They claimed that another army would only clog the overburdened railroad system, American soldiers would not be needed. House wrote Wilson on March 19 that his friends in the French and British governments did not look with favor on the prospect of America building a large army but wanted to recruit U.S. volunteers directly into their own armies. House argued that the U.S. should constitute itself as a vast reservoir for the Allies. Although he claimed that it was their idea, it was his own, and he opposed the creation of an independent AEF.34
Ambassador Page in England found British leaders as divided as their French colleagues over the idea of an American army coming to France. He noted that there was a minority in England that did not want any American involvement at all but that most British leaders wanted U.S. naval assistance and financial credit.

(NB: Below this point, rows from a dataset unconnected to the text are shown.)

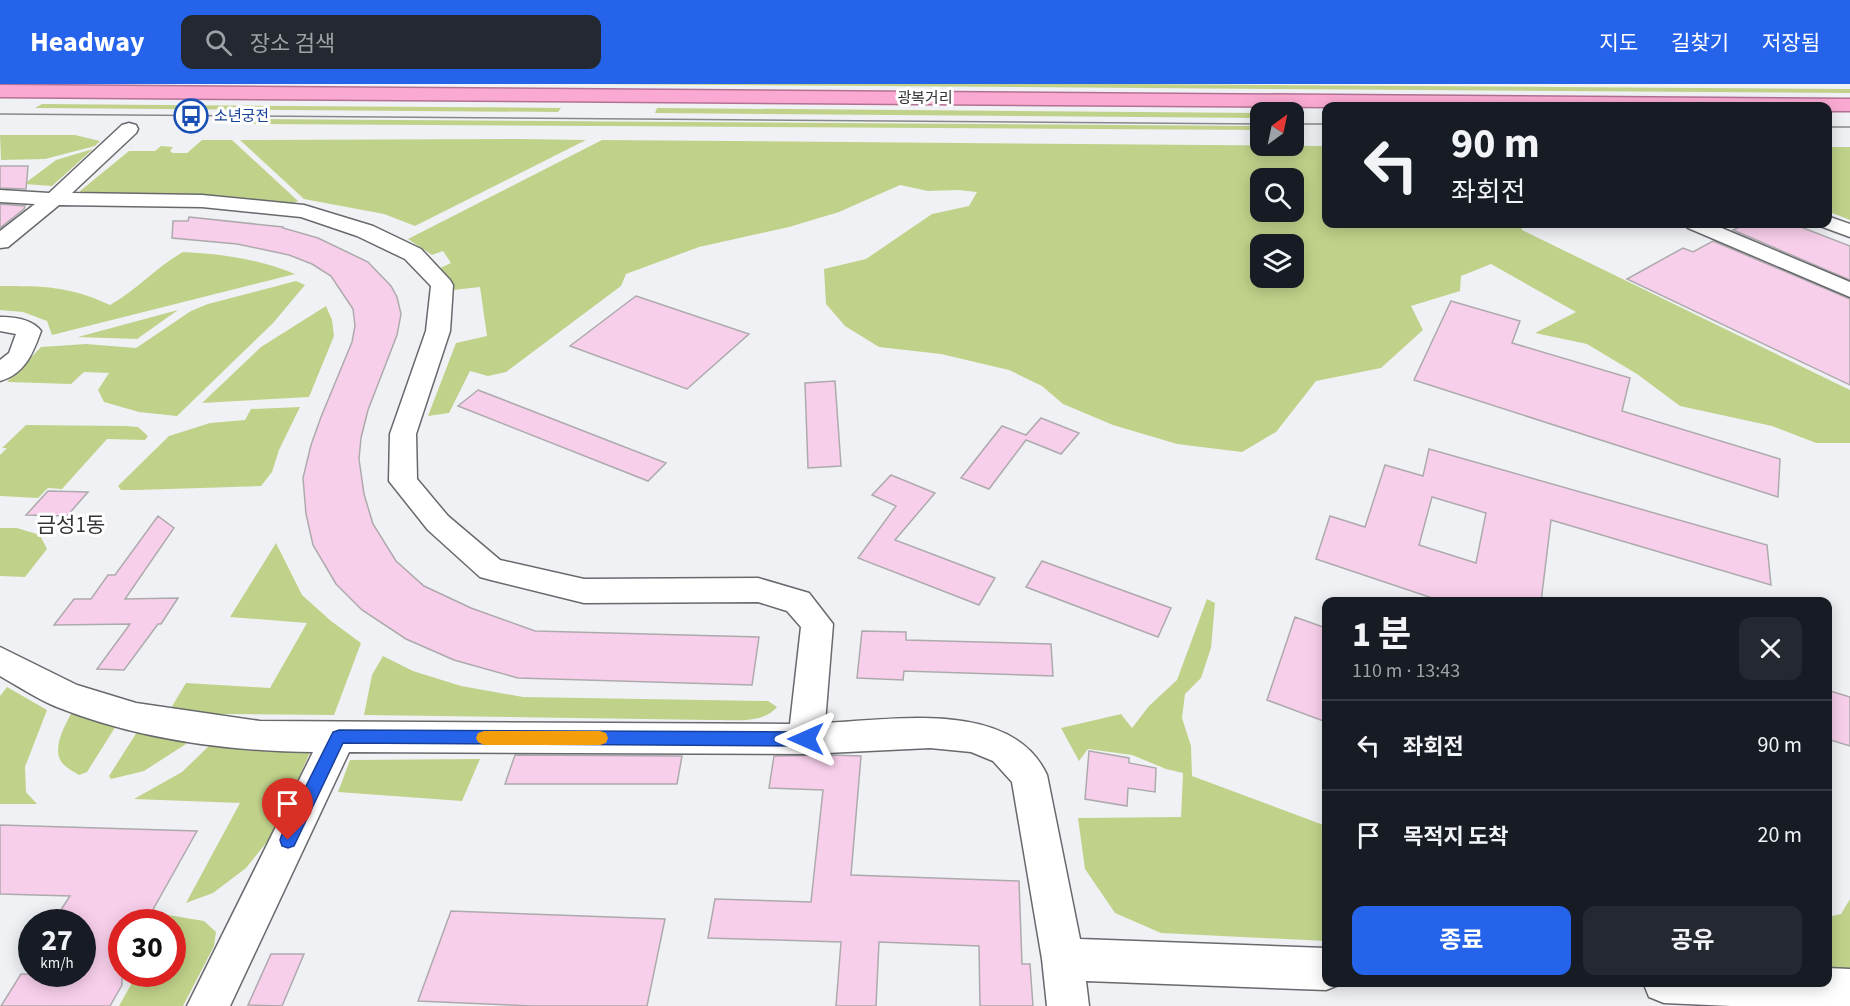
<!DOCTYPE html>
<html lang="ko">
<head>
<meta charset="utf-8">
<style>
	body { margin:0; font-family:"Source Sans 3","Noto Sans KR",sans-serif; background:#242831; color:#f1f3f6; height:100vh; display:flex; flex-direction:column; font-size:22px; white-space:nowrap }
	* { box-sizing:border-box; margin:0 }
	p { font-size:20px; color:#9ea1a6 }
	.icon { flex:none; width:33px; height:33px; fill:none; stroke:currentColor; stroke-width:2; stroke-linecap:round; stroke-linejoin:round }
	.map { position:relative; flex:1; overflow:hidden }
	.sheet { position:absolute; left:1322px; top:513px; width:510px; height:390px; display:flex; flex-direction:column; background:#171b24; border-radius:12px; box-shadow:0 3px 15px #0003 }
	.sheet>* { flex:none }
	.hud { position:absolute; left:1322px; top:18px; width:510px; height:126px; border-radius:12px; box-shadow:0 3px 15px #0003; background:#171b24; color:#f1f3f6; overflow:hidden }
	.needle { width:39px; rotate:33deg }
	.buttons { position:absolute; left:1250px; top:18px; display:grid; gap:12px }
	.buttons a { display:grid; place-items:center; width:54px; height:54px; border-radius:12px; background:#171b24; box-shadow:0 3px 15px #0003; font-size:30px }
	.speed { position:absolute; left:18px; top:825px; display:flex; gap:12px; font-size:30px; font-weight:700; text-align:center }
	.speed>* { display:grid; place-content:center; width:78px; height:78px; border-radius:50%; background:#171b24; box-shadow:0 3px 15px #0003; line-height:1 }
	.speed small { font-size:15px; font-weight:400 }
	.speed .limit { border:9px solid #d22; background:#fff; color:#111 }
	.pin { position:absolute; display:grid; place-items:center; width:51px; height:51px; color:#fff; margin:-62px -26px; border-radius:50% 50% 50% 0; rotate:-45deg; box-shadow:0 0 6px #0007 }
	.pin .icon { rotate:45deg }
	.me { position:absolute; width:66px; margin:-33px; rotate:270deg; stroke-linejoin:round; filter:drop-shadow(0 0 4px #0008) }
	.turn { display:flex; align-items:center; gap:21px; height:126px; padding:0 30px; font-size:27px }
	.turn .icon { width:78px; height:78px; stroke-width:2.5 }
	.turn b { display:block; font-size:42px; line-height:51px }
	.round { display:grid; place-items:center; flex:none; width:63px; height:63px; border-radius:12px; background:#242831 }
	.headline { display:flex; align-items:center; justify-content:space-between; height:102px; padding:0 30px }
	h1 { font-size:36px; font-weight:700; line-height:45px }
	.button { display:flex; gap:12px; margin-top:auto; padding:12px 30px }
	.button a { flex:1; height:69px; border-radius:12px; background:#2563eb; color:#fff; font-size:24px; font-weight:700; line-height:69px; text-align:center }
	.button a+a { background:#242831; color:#f1f3f6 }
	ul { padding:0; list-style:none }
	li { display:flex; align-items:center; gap:18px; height:90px; padding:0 30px; border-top:2px solid #363941 }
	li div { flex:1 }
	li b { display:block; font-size:22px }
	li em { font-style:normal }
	header { display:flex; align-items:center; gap:36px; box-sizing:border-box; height:84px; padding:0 30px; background:#2563eb; color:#fff }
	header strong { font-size:28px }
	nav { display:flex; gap:33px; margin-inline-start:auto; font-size:21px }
	.search { width:420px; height:54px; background:#242831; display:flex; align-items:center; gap:15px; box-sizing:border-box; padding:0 21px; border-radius:12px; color:#9ea1a6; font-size:22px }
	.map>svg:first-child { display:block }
</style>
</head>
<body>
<header>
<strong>Headway</strong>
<div class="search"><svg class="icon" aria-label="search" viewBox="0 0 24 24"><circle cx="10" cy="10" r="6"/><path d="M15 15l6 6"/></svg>장소 검색</div>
<nav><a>지도</a><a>길찾기</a><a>저장됨</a></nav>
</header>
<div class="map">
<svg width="1850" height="922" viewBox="0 0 1850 922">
	<rect width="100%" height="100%" fill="#f0f1f5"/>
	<path fill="#c0d28a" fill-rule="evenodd" d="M 583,0 L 1142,0 L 1850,5 L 1850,9 Z
		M 42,20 L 561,24 L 558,28 L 35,24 Z
		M 657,24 L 1260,29 L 1260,34 L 655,29 Z
		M 241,35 L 1260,42 L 1260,46 L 236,40 Z
		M 0,51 L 75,51 L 100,57 L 95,62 L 45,75 L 1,76 Z
		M 520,55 L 586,56 L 415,142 L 384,130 L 304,115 L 240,56 Z
		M 202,56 L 232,56 L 298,117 L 290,121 L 209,112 L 82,112 L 80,107 L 129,67 L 155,67 L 161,62 L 173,63 L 170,67 L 173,69 L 187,69 Z
		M 602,56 L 1326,62 L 1326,140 L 1520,140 L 1522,146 L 1850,306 L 1850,359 L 1816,359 L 1772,342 L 1680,322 L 1637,290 L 1587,260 L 1535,249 L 1576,228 L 1491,180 L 1461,192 L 1460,207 L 1411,222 L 1423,246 L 1381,284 L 1316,297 L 1276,348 L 1242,368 L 1177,360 L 1113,341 L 1063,320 L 1042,302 L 1009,286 L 941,270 L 879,263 L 845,242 L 826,220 L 824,185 L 866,175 L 932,130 L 969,122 L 977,108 L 958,106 L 928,107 L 900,101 L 839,128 L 789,143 L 699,163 L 626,190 L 621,202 L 506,288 L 488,292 L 470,287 L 449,329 L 428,332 L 456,259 L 487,252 L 480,203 L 453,206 L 438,185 L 451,179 L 443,167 L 432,171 L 408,155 ZM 1260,94 L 1293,94 L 1293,128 L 1260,128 ZM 1260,160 L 1293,160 L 1293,194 L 1260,194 Z
		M 1827,63 L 1850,63 L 1850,136 L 1827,127 Z
		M 93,65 L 52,102 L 24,100 L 56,76 Z
		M 183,168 C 222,170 259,175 295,190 L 52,251 L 47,237 L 23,228 L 0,226 L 0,202 C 43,202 70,202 110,221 C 137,206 156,183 183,168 Z
		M 296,197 L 305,201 L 273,239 L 177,332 L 139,328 L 104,318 L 98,306 L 109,289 L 84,288 L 71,300 L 7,298 L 41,263 L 86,260 L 136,264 L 191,227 L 208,220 Z
		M 326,222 L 332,236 L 334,252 L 309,313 L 202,319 L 261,263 Z
		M 178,226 L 137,255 L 78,253 Z
		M 300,323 L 279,366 L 272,388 L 261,402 L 137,406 L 121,406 L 118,402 L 169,352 L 210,339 L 245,336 L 251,325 Z
		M 26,341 L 126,342 L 138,343 L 148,352 L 145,356 L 107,355 L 62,405 L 48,404 L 38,414 L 0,412 L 0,371 L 7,364 L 2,364 Z
		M 0,444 L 17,444 L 40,451 L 47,465 L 25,493 L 0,492 Z
		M 276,459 L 302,511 L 331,537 L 361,559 L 334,631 L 216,630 L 171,624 L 186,599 L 270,604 L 307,539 L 230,533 Z
		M 1207,515 L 1215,519 L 1211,564 L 1201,594 L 1185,610 L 1182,634 L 1191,662 L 1192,692 L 1326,742 L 1326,857 L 1161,849 L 1115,829 L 1085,785 L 1078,734 L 1181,733 L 1183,689 L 1166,685 L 1132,671 L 1088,665 L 1079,677 L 1061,644 L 1121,630 L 1132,644 L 1149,622 L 1177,596 Z
		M 383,572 L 413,587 L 461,602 L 523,613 L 768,617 L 777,623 C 762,641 731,635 710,636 L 364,631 L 372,591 Z
		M 7,603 L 47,626 L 25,683 L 26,708 L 37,720 L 0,720 L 0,612 Z
		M 73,626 L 116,642 L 87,688 L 79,691 C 74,688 67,684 63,680 C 50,665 66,640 73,626 Z
		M 137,648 L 186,656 L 186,660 L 144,687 L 111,695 L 109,692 Z
		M 211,660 L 250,667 L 311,666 L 275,748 L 246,784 L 213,809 L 186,819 L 240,719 L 134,715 L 182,688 Z
		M 480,675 L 462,717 L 338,708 L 350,676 Z
		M 1850,815 L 1850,889 L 1827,889 L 1827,833 L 1841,830 Z
		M 168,831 L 204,837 L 216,848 L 214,862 L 183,922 L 119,922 L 137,890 L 172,890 L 172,838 L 165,838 Z"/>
	<path fill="#f8cfeb" stroke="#adaaac" stroke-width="1.5" fill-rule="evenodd" d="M 0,82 L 28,82 L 26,105 L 0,104 Z
		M 0,120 L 25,122 L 24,125 L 0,144 Z
		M 189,133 L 283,143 L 283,144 L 318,154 L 368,178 L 391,202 L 397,213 L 401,230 L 397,251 L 368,326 L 361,354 L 359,375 L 364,410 L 373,440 L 396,477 L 424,502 L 471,524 L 535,547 L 759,553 L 752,601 L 518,594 L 454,576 L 406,555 L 362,526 L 336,500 L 313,461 L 306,430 L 303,394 L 311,361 L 321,333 L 352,258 L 355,242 L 353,225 L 331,192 L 312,180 L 289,171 L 237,160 L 172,154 L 173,137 L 188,137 Z
		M 1746,140 L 1793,140 L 1850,162 L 1850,196 L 1733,146 Z
		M 1713,157 L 1850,215 L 1850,301 L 1627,195 L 1683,164 L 1693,168 Z
		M 636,212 L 749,250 L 687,305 L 570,262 Z
		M 1451,217 L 1520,237 L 1512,259 L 1630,294 L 1622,327 L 1780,375 L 1778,413 L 1414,296 Z
		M 835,297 L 841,382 L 808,384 L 805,299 Z
		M 478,306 L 491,311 L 666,379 L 648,397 L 458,322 Z
		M 1041,334 L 1079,349 L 1061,370 L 1026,356 L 989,405 L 961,394 L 1002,342 L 1026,351 Z
		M 1429,365 L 1767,461 L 1771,501 L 1551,436 L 1541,518 L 1444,518 L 1316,475 L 1330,432 L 1365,443 L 1385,381 L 1423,392 ZM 1432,413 L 1486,429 L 1476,479 L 1419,461 Z
		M 891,391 L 935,409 L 895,456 L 995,494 L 979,521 L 858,474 L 896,422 L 872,411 Z
		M 48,407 L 88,408 L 67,432 L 26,431 Z
		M 158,432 L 174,444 L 125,515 L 178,514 L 161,540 L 158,540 L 124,586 L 97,585 L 130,540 L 54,541 L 74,515 L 91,515 L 108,491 L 115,491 Z
		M 1042,477 L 1171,524 L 1158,553 L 1026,503 Z
		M 1295,533 L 1326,544 L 1326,638 L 1267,616 Z
		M 862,547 L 906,548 L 906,556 L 1051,560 L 1053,592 L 904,587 L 903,596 L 857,594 Z
		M 1827,606 L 1850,613 L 1850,662 L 1827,655 Z
		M 1089,667 L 1129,674 L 1129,679 L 1156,684 L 1155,708 L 1128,704 L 1127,722 L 1085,715 Z
		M 515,671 L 682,672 L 677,700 L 505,700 Z
		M 830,671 L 861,672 L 851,791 L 1019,797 L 1022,880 L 1030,880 L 1033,922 L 980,922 L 979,862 L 879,858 L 876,922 L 836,922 L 841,858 L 708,854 L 715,815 L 811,818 L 823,706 L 769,704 L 774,672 Z
		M 0,741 L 197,747 L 146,838 L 122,838 L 122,901 L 110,922 L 1,922 L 21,890 L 82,890 L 82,838 L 53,838 L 70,812 L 0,810 Z
		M 451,827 L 665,835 L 647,922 L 533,922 L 418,917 Z
		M 271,870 L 304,870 L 282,922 L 248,921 Z"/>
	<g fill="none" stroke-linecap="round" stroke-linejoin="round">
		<g stroke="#68696d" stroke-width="3">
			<path id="minor" d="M 129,39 L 136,41 L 138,45 L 136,49 L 72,109 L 202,111 L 304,121 L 373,142 L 421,165 L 450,196 L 453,201 L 450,247 L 416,350 L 417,395 L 448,432 L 500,476 L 584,495 L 758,494 L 809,509 L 833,540 L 825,639 C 893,636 1012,615 1047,691 L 1080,855 L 1326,864 L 1326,898 L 1341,900 L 1326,906 L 1086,897 L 1089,922 L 1047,922 L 1042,875 L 1012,698 L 993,677 L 971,668 L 930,664 L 806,670 L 349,668 L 230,922 L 187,922 L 313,668 C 227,667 137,655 57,623 C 37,615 18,602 0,592 L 0,563 L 77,601 L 136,619 L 260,637 L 790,640 L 801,543 L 787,527 L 758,518 L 584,519 L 491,496 L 480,493 L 428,446 L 389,397 L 390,350 L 426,247 L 431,202 L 405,175 L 357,152 L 301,133 L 202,123 L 59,121 L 8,163 L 0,164 L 0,147 L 35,120 L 0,118 L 0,106 L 49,109 L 122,41 Z
				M 1827,132 L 1850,140 L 1850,153 L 1820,142 L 1818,140 L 1827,140 Z
				M 1684,140 L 1712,140 L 1850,198 L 1850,213 L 1688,144 Z
				M 0,233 C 14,233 32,235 41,247 C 33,269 25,290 0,297 L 0,276 L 9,269 L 16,250 L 0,247 Z
				M 1827,884 L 1850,885 L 1850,922 L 1731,922 L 1664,919 L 1649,913 L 1643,898 L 1827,898 Z"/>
		</g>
		<g stroke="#b27192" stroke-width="3">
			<path id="trunk" d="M 0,1 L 1850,15 L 1850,27 L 1827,27 L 1827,22 L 1326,23 L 0,13 Z"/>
		</g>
		<use href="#minor" fill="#fff" fill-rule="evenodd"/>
		<use href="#trunk" fill="#faaad2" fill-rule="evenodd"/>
		<path stroke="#87888a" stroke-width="1.5" d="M 0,30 L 1260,40
			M 1293,40 L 1326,40
			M 1827,43 L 1850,43"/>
	</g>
	<path fill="#2563eb" stroke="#184099" stroke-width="1.5" d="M 339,646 L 806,648 L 811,650 L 814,655 L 811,660 L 806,662 L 343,659 L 294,762 L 288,764 L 282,762 L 280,756 L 282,750 L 333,648 Z"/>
	<path fill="#f59e0b" d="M 484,647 L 600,647 L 606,649 L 608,654 L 606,659 L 600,661 L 484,661 L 478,658 L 476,654 L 478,649 Z"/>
	<defs>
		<g id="bus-ring" transform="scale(1.725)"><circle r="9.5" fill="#fefefe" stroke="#1a4fb4" stroke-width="1.5"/><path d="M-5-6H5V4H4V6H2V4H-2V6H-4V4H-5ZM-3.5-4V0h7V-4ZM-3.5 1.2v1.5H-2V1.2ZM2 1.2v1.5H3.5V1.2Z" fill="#1a4fb4"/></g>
	</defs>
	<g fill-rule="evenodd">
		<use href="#bus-ring" x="191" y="32"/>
	</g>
	<g text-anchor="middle" stroke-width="6" stroke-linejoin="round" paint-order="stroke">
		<g font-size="15" fill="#2f3031" stroke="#fefefe">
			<text x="925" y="19">광복거리</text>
		</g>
		<g font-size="15" fill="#164399" stroke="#fefefe" text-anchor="start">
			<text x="214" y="37">소년궁전</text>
		</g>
		<g font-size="21" fill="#333437" stroke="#fefefe">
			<text x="71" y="448">금성1동</text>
		</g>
	</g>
</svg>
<div class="buttons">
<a><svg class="needle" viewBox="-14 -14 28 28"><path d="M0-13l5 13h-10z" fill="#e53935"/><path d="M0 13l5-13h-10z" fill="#9ea1a6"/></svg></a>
<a><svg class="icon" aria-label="search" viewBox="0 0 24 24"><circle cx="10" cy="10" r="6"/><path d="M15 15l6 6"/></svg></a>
<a><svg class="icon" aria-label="layers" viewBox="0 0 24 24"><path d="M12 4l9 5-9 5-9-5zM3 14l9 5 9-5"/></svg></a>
</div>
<div class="speed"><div>27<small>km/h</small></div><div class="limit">30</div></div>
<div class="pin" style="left:288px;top:756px;background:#d93025"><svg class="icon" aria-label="arrive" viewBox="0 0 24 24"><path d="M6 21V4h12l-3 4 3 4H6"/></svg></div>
<svg class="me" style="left:806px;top:655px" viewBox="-20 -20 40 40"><path d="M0-17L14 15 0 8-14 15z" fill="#2563eb" stroke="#fff" stroke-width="4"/></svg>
<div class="hud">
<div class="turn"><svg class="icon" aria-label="left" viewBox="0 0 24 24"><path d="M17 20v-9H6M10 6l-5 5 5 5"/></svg><div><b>90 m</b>좌회전</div></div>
</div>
<section class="sheet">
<div class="headline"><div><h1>1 분</h1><p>110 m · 13:43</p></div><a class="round"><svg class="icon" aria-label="close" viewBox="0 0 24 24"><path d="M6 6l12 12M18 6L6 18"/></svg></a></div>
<ul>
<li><svg class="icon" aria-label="left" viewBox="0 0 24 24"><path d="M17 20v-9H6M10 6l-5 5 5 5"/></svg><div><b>좌회전</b></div><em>90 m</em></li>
<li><svg class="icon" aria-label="arrive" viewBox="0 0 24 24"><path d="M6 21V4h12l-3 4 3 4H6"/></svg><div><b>목적지 도착</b></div><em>20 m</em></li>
</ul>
<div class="button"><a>종료</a><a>공유</a></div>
</section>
</div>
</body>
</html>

Some generals wanted an AEF, no matter how small, to raise Allied morale. Contemporary British Cabinet documents now available confirm Page's analysis. British leaders wanted some kind of American commitment, argued about priorities, deprecated the effectiveness of U.S. troops, and doubted that they could arrive in time to change the outcome of the war. While Americans debated sending few or many troops to Europe, Franco-British leaders seemed to be debating whether to accept few or none.35
In a curious way, Franco-British opinion of American military capabilities seemed to validate German strategic assumptions. When German admirals and generals prevailed on the kaiser to resume the submarine campaign back in January, they had all agreed that American entry would not alter the balance of forces and that U.S. troops would never set foot in Europe.36 Unfortunately for all the military experts, European and American, who concurred that America could not intervene effectively in the war, one man disagreed. President Woodrow Wilson was determined to send an AEF to Europe.